## Goal of the exercise
Whenever a line in the listing below holds the string "شارع", include it in the count. Say how many such lines there are and nothing more.
☆ ☆ ☆ ☆
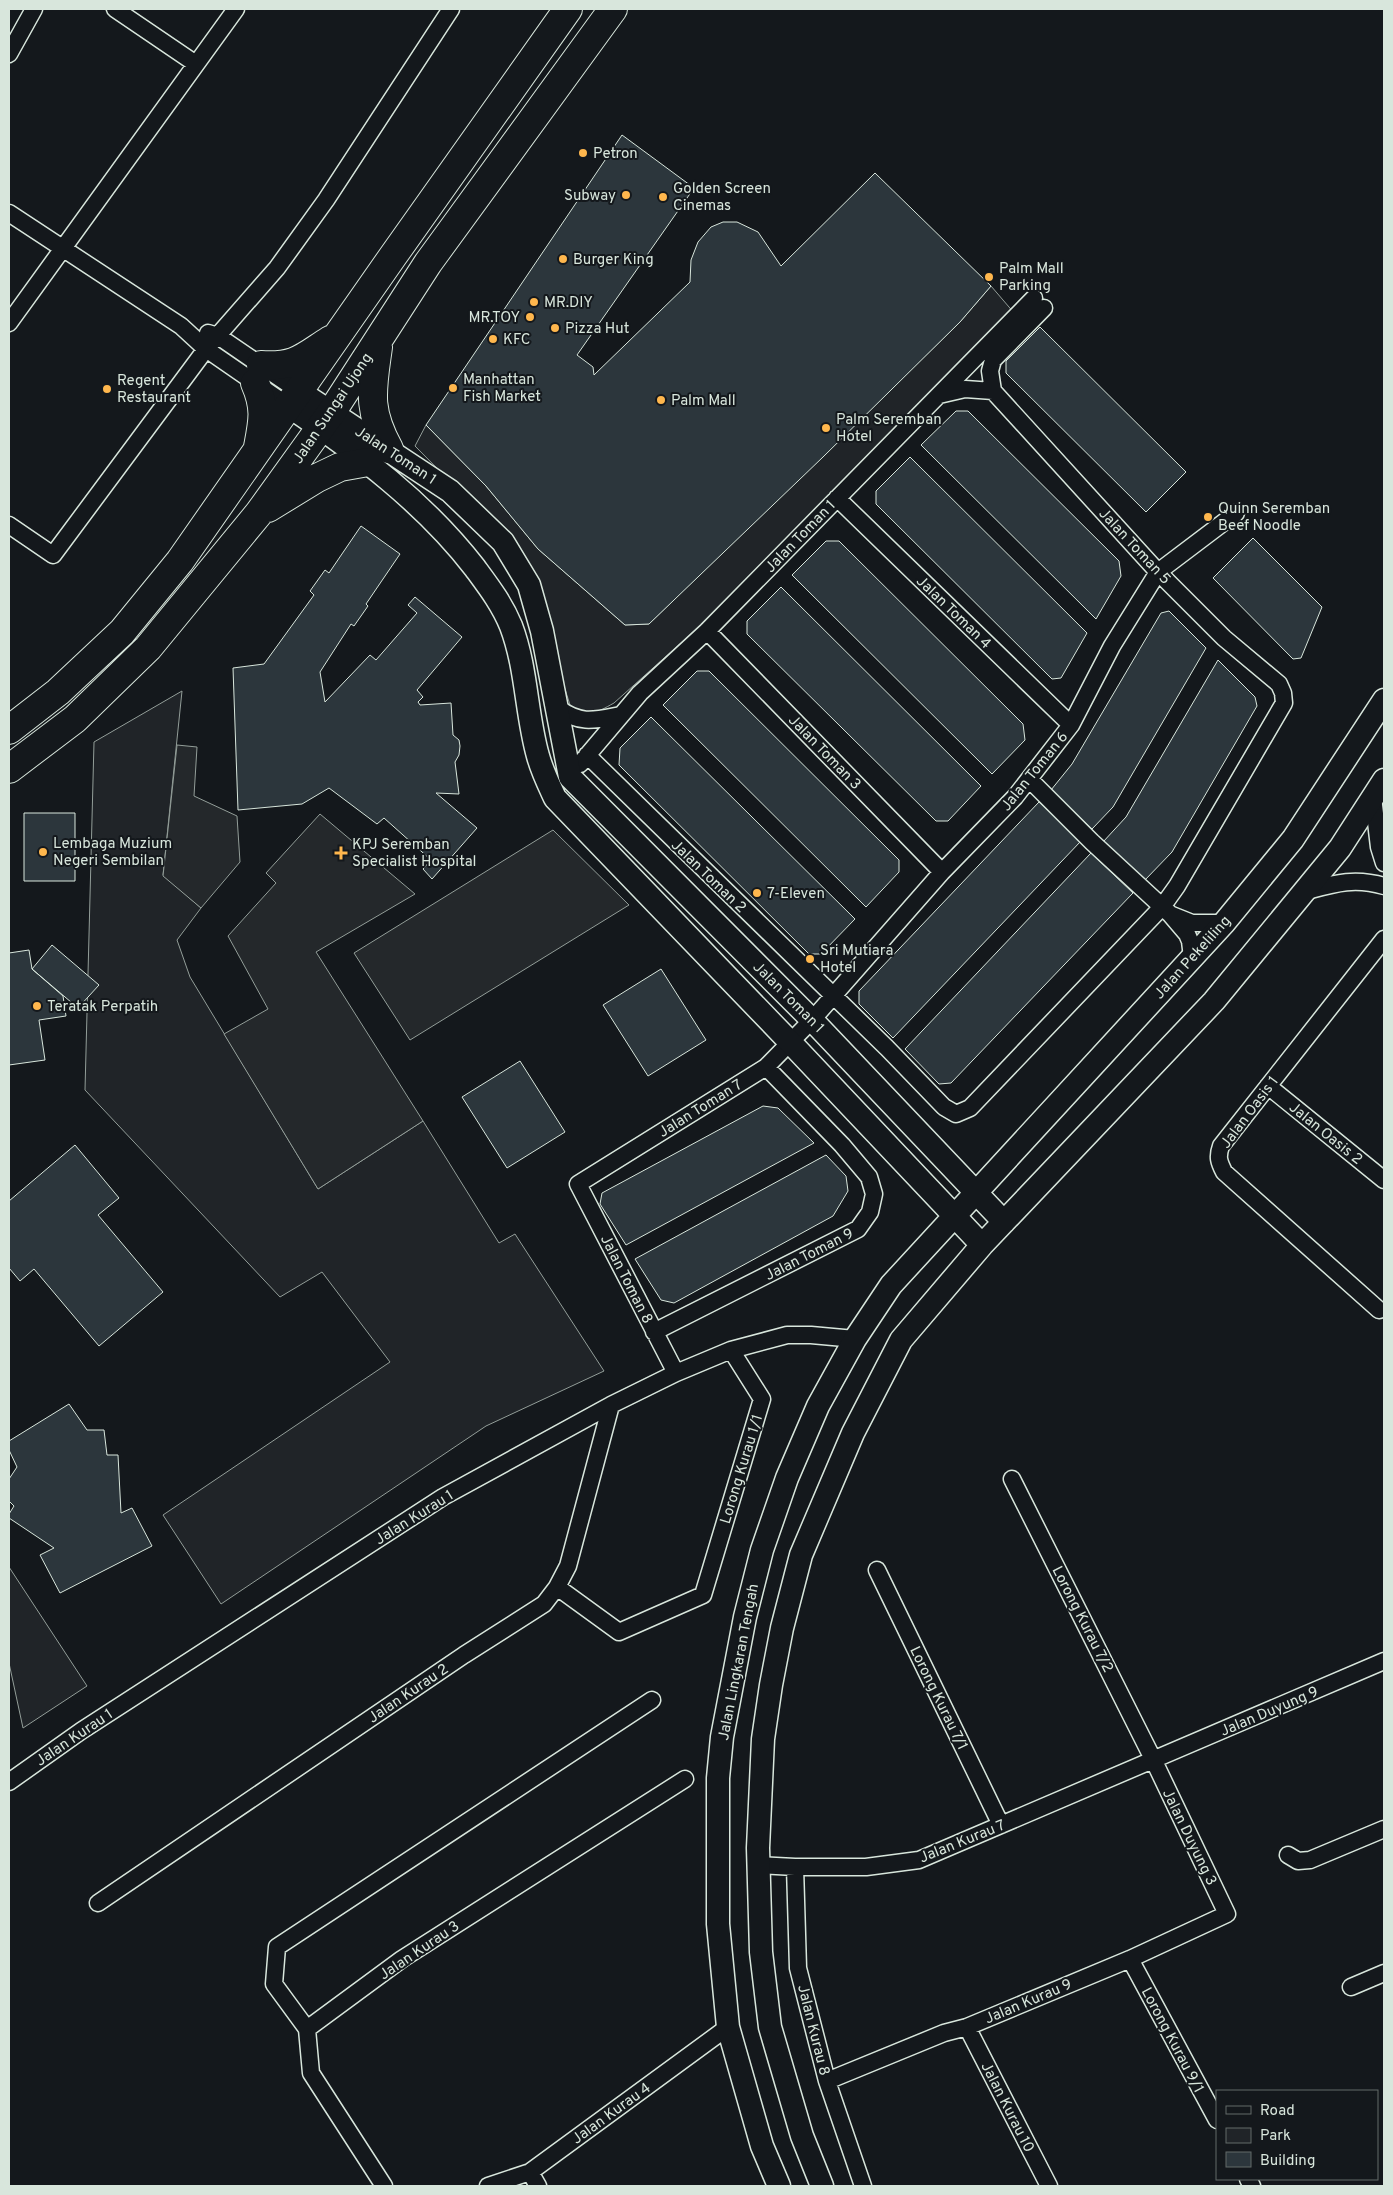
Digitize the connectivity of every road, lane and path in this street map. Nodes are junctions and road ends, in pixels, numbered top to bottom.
1 (34, 9) edge
2 (115, 9) edge
3 (236, 9) edge
4 (451, 9) edge
5 (568, 9) edge
6 (613, 9) edge
7 (9, 54) edge
8 (196, 64) junction
9 (9, 213) edge
10 (62, 248) junction
11 (9, 323) edge
12 (181, 326) junction
13 (339, 334) junction
14 (218, 336) junction
15 (378, 341) junction
16 (206, 350) junction
17 (258, 374) junction
18 (994, 391) junction
19 (938, 395) junction
20 (295, 399) junction
21 (326, 420) junction
22 (256, 454) junction
23 (378, 455) junction
24 (837, 498) junction
25 (259, 513) junction
26 (1236, 513) dead end
27 (9, 525) edge
28 (1158, 572) junction
29 (707, 631) junction
30 (1384, 700) edge
31 (558, 708) junction
32 (622, 715) junction
33 (1071, 725) junction
34 (9, 730) edge
35 (587, 756) junction
36 (9, 769) edge
37 (570, 777) junction
38 (1029, 779) junction
39 (1379, 789) edge
40 (556, 798) junction
41 (671, 838) junction
42 (652, 860) junction
43 (1384, 863) edge
44 (942, 872) junction
45 (1384, 886) edge
46 (1303, 892) junction
47 (1166, 910) junction
48 (1224, 923) junction
49 (1384, 939) edge
50 (1192, 957) junction
51 (832, 996) junction
52 (812, 1020) junction
53 (790, 1042) junction
54 (766, 1067) junction
55 (1268, 1086) junction
56 (1384, 1180) edge
57 (578, 1184) joint
58 (974, 1193) junction
59 (954, 1215) junction
60 (1004, 1222) junction
61 (982, 1245) junction
62 (1379, 1310) dead end
63 (654, 1332) junction
64 (855, 1339) junction
65 (731, 1350) junction
66 (676, 1373) junction
67 (611, 1405) junction
68 (1012, 1479) dead end
69 (877, 1570) dead end
70 (557, 1587) junction
71 (1384, 1661) edge
72 (652, 1700) dead end
73 (1153, 1759) junction
74 (685, 1780) dead end
75 (9, 1782) edge
76 (1001, 1825) junction
77 (1384, 1829) edge
78 (1288, 1856) dead end
79 (758, 1865) junction
80 (795, 1867) junction
81 (98, 1902) dead end
82 (1227, 1914) joint
83 (1130, 1959) junction
84 (1384, 1973) edge
85 (1351, 1987) dead end
86 (728, 2027) junction
87 (967, 2027) junction
88 (307, 2029) junction
89 (827, 2080) junction
90 (1216, 2118) edge
91 (530, 2172) junction
92 (384, 2186) edge
93 (488, 2186) edge
94 (538, 2186) edge
95 (779, 2186) edge
96 (822, 2186) edge
97 (863, 2186) edge
98 (1049, 2186) edge

1 - 7 street
2 - 8 street
3 - 8 street
4 - 14 street
5 - 13 highway
6 - 15 highway, Jalan Sungai Ujong
8 - 10 street
9 - 10 street
10 - 11 street
10 - 12 street
12 - 14 street
12 - 16 street
13 - 17 highway
13 - 20 highway
14 - 16 street
14 - 17 street
15 - 21 highway, Jalan Sungai Ujong
15 - 23 highway
16 - 17 street
16 - 27 street
17 - 20 street
17 - 22 highway
18 - 19 street
18 - 19 street, Jalan Toman 1
18 - 28 street, Jalan Toman 5
19 - 24 street, Jalan Toman 1
20 - 21 street, Jalan Toman 1
20 - 22 highway
21 - 23 street, Jalan Toman 1
21 - 25 highway, Jalan Sungai Ujong
22 - 34 highway
23 - 25 highway
23 - 31 street, Jalan Toman 1
23 - 40 street, Jalan Toman 1
24 - 29 street, Jalan Toman 1
24 - 33 street, Jalan Toman 4
25 - 36 highway, Jalan Sungai Ujong
26 - 28 street, Jalan Toman 6
28 - 33 street, Jalan Toman 6
28 - 47 street, Jalan Toman 5
29 - 32 street, Jalan Toman 1
29 - 44 street, Jalan Toman 3
30 - 48 street, Jalan Pekeliling
31 - 32 street
31 - 37 street, Jalan Toman 1
32 - 35 street, Jalan Toman 1
33 - 38 street, Jalan Toman 6
35 - 37 street, Jalan Toman 1
35 - 41 street, Jalan Toman 2
37 - 40 street, Jalan Toman 1
37 - 42 street, Jalan Toman 1
38 - 44 street, Jalan Toman 6
38 - 47 street
39 - 43 street
39 - 46 street
40 - 53 street, Jalan Toman 1
41 - 42 street
41 - 51 street, Jalan Toman 2
42 - 52 street, Jalan Toman 1
44 - 51 street, Jalan Toman 6
45 - 46 street
46 - 60 street
47 - 48 street
47 - 50 street
47 - 51 street, Jalan Toman 2
48 - 50 street, Jalan Pekeliling
49 - 55 street, Jalan Oasis 1
50 - 58 street, Jalan Pekeliling
51 - 52 street, Jalan Toman 6
52 - 53 street, Jalan Toman 7
52 - 58 street, Jalan Toman 1
53 - 54 street, Jalan Toman 7
53 - 59 street, Jalan Toman 1
54 - 57 street, Jalan Toman 7
54 - 63 street, Jalan Toman 9
55 - 56 street, Jalan Oasis 2
55 - 62 street, Jalan Oasis 1
57 - 63 street, Jalan Toman 8
58 - 59 street, Jalan Lingkaran Tengah
58 - 60 street, Jalan Toman 1
59 - 61 street, Jalan Toman 1
59 - 64 street, Jalan Lingkaran Tengah
60 - 61 street
61 - 79 street
63 - 66 street, Jalan Toman 8
64 - 65 street, Jalan Kurau 1
64 - 86 street, Jalan Lingkaran Tengah
65 - 66 street, Jalan Kurau 1
65 - 70 street, Lorong Kurau 1/1
66 - 67 street, Jalan Kurau 1
67 - 70 street, Jalan Kurau 2
67 - 75 street, Jalan Kurau 1
68 - 73 street, Lorong Kurau 7/2
69 - 76 street, Lorong Kurau 7/1
70 - 81 street, Jalan Kurau 2
71 - 73 street, Jalan Duyung 9
72 - 88 street
73 - 76 street, Jalan Kurau 7
73 - 82 street, Jalan Duyung 3
74 - 88 street, Jalan Kurau 3
76 - 80 street, Jalan Kurau 7
77 - 78 street
79 - 80 street, Jalan Kurau 7
79 - 96 street
80 - 89 street, Jalan Kurau 8
82 - 83 street, Jalan Kurau 9
83 - 87 street, Jalan Kurau 9
83 - 90 street, Lorong Kurau 9/1
84 - 85 street
86 - 91 street, Jalan Kurau 4
86 - 95 street, Jalan Lingkaran Tengah
87 - 89 street, Jalan Kurau 9
87 - 98 street, Jalan Kurau 10
88 - 92 street
89 - 97 street, Jalan Kurau 8
91 - 93 street, Jalan Kurau 4
91 - 94 street

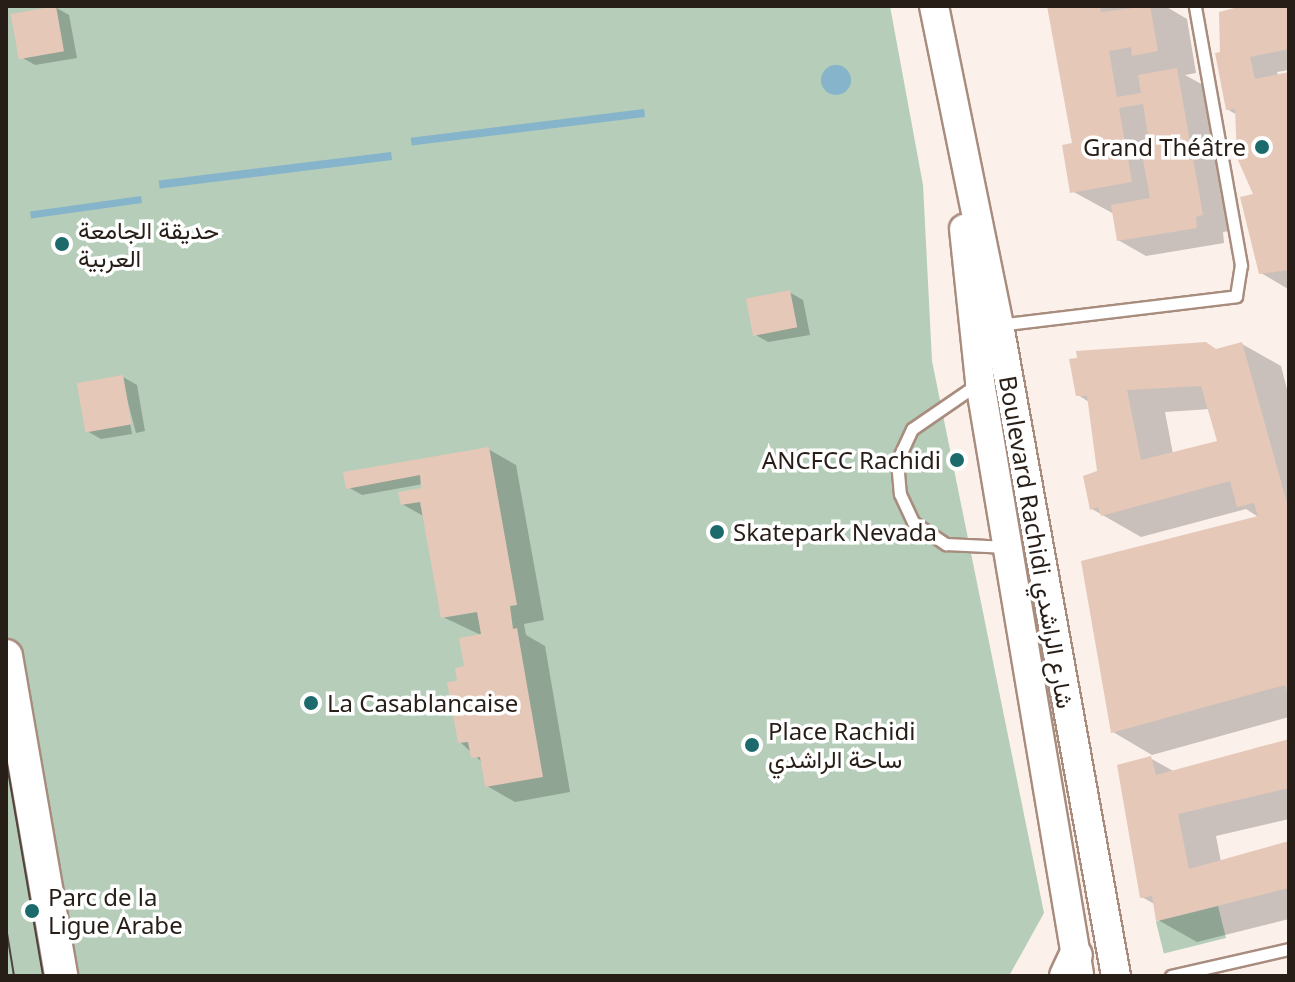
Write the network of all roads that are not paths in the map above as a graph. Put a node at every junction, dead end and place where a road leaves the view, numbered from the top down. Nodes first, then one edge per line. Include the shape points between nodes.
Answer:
1 (934, 6) edge
2 (1195, 6) edge
3 (985, 326) junction
4 (980, 382) junction
5 (1008, 547) junction
6 (6, 656) edge
7 (1289, 949) edge
8 (1074, 969) edge
9 (61, 976) edge
10 (1116, 976) edge
11 (1171, 976) edge

1 - 3 street, Boulevard Rachidi شارع الراشدي via 955,109
2 - 3 lane via 1241,265 1236,296
3 - 4 street, Boulevard Rachidi شارع الراشدي
3 - 10 street, Boulevard Rachidi شارع الراشدي
4 - 5 street, Boulevard Rachidi شارع الراشدي
4 - 5 lane via 912,429 897,461 900,494 913,522 946,544
5 - 8 street, Boulevard Rachidi شارع الراشدي
6 - 9 main road
7 - 11 lane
☆ ☆ ☆ ☆
## Result
5